The audition is nine hours long.

You don’t hear anything for two months.

See? At times like that, whatever it takes you to get through the day, whether it’s Dianetics or a polo mallet in the head, is a good thing. Because jazz musicians–they’re not like … the rest of us.

All very well, but in recent years, I’ve started thinking: “Must we, as artists, be so strict all the time with the withholding of emotion re the (albeit cyclical) (albeit uncontrollable) ups and downs of our careers?”

For instance, let’s take that notion “Live by your reviews, die by your reviews.”

I mean, I’ve already died by my reviews. Just last year, I remember standing in New York with that bombed-out Dresden feeling … in a Broadway deli on a filthy street in the pouring rain reading my biannual Clive Barnes jackboot-up-the-rear screed. (That’s the great thing about the New York Post–it’s like Three-Headed Baby, 10-Car Crash on the Jersey Turnpike, my review.)

Under, again, my same hopeful St. Bernard head shot, I saw the words: “Cute as a Button–A Desperate Button.”

(Although don’t you think that would be a great title for some sort of hellish, post-Valley of the Dolls, Henry Jaglom-style film about struggling, over-35, one-woman show performers? Desperate Buttons.)

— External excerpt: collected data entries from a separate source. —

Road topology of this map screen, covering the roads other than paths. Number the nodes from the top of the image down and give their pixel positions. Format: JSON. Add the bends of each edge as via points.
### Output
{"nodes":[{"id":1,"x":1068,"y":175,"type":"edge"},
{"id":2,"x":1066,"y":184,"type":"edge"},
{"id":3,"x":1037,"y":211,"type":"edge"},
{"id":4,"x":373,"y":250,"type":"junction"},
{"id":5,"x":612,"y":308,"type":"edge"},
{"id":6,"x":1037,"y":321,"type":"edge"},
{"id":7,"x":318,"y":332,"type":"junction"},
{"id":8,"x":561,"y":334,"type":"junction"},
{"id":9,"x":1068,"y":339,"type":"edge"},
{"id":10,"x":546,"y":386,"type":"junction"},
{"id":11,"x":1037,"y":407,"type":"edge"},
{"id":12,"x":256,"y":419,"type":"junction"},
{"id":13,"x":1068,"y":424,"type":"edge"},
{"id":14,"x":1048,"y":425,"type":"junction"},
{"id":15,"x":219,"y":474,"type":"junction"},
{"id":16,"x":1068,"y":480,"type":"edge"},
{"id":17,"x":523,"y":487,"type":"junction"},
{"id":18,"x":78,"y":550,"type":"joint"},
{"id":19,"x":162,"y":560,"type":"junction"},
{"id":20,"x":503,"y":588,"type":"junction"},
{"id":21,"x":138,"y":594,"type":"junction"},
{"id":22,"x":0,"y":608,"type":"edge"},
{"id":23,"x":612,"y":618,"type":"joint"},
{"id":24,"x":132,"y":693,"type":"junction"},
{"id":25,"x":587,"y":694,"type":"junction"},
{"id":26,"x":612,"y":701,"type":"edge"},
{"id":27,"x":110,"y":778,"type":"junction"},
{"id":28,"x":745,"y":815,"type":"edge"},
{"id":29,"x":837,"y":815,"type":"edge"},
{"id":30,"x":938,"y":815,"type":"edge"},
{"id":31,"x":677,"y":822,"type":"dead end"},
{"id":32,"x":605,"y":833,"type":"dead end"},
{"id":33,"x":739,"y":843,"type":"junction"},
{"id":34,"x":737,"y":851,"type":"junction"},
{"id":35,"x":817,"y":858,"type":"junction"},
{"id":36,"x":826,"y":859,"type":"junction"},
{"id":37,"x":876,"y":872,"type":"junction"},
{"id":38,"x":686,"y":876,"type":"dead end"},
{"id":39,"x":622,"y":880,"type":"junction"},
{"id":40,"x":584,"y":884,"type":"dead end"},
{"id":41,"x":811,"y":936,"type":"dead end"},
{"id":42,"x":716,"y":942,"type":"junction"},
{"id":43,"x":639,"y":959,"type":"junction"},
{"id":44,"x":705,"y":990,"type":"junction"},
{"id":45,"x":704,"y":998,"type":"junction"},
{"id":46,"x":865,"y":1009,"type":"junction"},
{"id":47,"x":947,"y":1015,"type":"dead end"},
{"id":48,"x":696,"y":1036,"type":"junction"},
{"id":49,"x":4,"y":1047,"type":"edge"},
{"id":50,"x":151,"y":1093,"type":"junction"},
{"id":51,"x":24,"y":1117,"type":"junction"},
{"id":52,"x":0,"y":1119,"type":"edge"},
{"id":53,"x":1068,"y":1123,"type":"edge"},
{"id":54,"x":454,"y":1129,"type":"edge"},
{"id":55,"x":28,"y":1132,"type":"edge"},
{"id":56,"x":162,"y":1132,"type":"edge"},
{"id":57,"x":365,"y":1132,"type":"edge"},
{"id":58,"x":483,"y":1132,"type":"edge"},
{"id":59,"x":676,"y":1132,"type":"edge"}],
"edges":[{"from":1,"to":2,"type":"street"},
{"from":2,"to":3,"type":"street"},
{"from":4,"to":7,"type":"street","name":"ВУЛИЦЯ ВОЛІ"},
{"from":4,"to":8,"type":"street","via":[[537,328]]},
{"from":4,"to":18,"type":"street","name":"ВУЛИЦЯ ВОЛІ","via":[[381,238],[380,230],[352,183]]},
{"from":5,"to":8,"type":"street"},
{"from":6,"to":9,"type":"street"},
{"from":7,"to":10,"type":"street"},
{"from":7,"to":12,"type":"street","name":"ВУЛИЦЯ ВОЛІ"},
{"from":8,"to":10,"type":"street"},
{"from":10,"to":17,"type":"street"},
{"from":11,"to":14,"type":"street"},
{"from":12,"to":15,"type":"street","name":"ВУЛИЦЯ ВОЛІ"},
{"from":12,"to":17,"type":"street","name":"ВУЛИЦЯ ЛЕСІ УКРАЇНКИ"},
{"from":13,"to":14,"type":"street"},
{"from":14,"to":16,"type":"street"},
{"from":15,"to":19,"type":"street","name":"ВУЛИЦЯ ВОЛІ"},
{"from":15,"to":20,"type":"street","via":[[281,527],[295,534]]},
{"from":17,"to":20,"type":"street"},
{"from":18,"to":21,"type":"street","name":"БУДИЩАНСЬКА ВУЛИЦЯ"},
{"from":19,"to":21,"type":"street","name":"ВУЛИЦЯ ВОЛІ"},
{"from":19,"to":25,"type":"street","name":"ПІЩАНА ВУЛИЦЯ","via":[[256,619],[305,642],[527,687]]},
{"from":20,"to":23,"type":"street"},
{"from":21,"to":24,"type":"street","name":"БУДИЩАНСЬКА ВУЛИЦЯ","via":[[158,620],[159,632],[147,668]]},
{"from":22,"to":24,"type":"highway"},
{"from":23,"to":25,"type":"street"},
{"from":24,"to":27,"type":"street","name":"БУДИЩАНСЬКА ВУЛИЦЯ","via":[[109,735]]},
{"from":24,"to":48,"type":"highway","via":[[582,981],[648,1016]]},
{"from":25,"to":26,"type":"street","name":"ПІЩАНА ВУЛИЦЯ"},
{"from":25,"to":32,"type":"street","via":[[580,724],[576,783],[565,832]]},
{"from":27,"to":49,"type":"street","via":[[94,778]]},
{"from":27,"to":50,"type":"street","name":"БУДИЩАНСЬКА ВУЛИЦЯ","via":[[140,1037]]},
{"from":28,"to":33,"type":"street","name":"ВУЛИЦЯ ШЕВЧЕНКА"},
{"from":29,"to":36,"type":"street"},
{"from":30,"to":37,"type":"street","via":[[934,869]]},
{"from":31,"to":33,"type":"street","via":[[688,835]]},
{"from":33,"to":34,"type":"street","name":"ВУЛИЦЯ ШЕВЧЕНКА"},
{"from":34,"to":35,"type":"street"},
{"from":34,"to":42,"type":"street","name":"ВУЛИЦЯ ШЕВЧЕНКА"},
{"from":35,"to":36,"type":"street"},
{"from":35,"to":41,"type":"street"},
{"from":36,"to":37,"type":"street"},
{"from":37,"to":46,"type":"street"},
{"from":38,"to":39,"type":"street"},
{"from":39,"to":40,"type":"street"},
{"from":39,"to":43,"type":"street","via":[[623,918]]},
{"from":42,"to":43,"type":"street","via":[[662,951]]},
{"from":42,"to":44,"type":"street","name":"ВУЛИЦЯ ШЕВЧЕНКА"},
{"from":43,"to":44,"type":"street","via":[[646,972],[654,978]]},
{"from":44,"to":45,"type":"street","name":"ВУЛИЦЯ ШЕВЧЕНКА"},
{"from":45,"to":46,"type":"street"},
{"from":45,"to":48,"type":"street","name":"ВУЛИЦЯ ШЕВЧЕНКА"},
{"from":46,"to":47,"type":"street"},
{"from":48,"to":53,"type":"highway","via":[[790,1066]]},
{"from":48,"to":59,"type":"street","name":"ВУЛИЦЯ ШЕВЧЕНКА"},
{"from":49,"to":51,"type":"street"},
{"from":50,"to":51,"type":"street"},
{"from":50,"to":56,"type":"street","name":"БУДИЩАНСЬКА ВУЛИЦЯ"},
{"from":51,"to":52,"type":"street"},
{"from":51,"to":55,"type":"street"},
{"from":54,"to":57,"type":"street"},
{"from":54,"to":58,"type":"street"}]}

Anyway, if I’ve already had my metaphorical gonads shriveled by the savage reviews (I told Mike) (even though I notice none of our conversational material ever managed to form itself into quotes in today’s account), why should I not revel in the good ones? Like look. Right here! This week’s L.A. Times! “Hugely Charismatic.” If I’ve tanked in the Dead Sea yesterday, why should I not now allow myself a Roberto Benigni belly-flop-into-the-Ocean-of-Love today?

“After all,” I say to Mike, “fate does not punish us for our reactions! Fate is impervious! We have no control anyway!”